Normal ventricular activation is affected by inter-individual diversity in His-Purkinje anatomy and by structural myocardial disease.6,15 Structural myocardial disease may affect the number of active foci at the endocardium and consequently the ventricular activation sequence; in right and left bundle branch block less foci are active compared to normal ventricular activation. This diversity was incorporated in multi-wave iECG by automatically testing all 511(=(29)-1 (all foci inactive)) possible permutations of merged single foci activation sequences . Merged activation sequences with a total activation duration >115% and <85% of measured QRS duration were excluded. The activation sequence yielding highest correlation between recorded and computed BSPM was selected as the initial estimation.

Optimization Procedure

The initial estimation is further optimized by matching computed BSPM to recorded BSPM. Therefore, a dedicated Levenberg-Marquardt optimization procedure was used.27 The surface Laplacian of the activation times was used as regularization-operator and was performed through the iterative minimization of:

$$\mathit{arg}{min}_{\delta }\left({\Vert V-\phi (\delta )\Vert }_{F}^{2}+{{\mu }^{2}\Vert L\delta \Vert }_{F}^{2}\right)$$
(1)

with computed BSPM (ϕ), based on LAT (δ), ϕ is minimized to the recorded BSPM (V) by iteratively adjusting δ. The operator L represents the numerical form of the surface Laplacian operator; by minimizing \({\Vert L\delta \Vert }_{F}^{2}\) a spatially smooth solution is promoted.

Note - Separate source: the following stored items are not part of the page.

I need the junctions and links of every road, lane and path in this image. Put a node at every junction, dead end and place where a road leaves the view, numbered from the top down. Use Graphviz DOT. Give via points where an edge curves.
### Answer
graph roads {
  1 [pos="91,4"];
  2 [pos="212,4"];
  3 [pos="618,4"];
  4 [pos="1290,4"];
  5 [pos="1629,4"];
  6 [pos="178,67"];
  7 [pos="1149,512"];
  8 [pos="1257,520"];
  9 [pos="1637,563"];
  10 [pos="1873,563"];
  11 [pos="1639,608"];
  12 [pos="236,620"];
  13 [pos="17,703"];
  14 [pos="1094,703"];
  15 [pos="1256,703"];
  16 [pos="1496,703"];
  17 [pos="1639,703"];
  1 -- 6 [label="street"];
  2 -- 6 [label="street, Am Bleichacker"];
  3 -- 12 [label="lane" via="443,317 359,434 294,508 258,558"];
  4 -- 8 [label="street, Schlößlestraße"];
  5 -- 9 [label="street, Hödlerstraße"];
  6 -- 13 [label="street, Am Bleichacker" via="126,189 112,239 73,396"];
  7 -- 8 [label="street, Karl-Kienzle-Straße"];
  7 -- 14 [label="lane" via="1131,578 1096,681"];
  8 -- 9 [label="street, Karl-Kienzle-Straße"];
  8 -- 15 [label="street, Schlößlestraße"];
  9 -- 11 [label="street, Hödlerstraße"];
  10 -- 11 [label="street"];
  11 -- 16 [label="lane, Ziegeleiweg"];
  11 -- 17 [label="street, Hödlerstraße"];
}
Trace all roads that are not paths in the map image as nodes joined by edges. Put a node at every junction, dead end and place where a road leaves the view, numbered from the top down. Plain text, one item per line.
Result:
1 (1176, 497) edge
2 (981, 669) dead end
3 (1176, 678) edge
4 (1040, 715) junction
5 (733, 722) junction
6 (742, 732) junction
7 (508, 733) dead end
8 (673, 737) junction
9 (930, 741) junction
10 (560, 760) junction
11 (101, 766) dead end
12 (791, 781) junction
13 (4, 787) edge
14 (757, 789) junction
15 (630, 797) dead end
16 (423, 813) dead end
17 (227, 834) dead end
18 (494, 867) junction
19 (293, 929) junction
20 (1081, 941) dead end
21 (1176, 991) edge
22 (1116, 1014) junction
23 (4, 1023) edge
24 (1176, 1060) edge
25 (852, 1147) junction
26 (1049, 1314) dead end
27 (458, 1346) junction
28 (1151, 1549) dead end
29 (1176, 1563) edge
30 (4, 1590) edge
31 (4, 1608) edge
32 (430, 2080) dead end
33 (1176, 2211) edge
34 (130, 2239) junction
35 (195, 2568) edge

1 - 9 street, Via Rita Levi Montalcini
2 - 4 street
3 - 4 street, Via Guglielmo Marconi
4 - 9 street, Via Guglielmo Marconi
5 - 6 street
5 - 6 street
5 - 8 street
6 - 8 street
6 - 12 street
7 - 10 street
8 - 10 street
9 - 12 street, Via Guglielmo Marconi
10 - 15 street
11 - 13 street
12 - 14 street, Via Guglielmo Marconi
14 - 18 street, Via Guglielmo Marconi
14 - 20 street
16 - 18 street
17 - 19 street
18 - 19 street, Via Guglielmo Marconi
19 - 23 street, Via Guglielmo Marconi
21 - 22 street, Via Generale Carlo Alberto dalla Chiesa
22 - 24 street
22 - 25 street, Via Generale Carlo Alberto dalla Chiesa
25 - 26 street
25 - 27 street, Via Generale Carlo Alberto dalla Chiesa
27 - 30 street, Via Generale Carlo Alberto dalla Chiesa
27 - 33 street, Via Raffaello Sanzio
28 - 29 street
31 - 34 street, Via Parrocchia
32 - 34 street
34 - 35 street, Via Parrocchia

The regularization parameter \({\mu }^{2}\) was set to a very small value \(5\cdot {10}^{-6}\) mV2ms2m−2 and chosen such that the optimized activation sequence was regularized to empirically to correspond to realistic smoothness.35 We refer to the discussion for the setting of the regularization parameter. A maximum of 25 iterations was needed to optimize δ.

Quantitative Analysis

Ventricular activation timing maps were displayed from early (red) to late (blue) activation. Recorded BSPM were compared to the computed BSPM by means of the Pearson’s correlation coefficient (CC) and the relative difference. The relative difference is calculated by computing the Frobenius normal form of the difference between estimated and input BSPM divided by the Frobenius normal form of the recorded BSPM.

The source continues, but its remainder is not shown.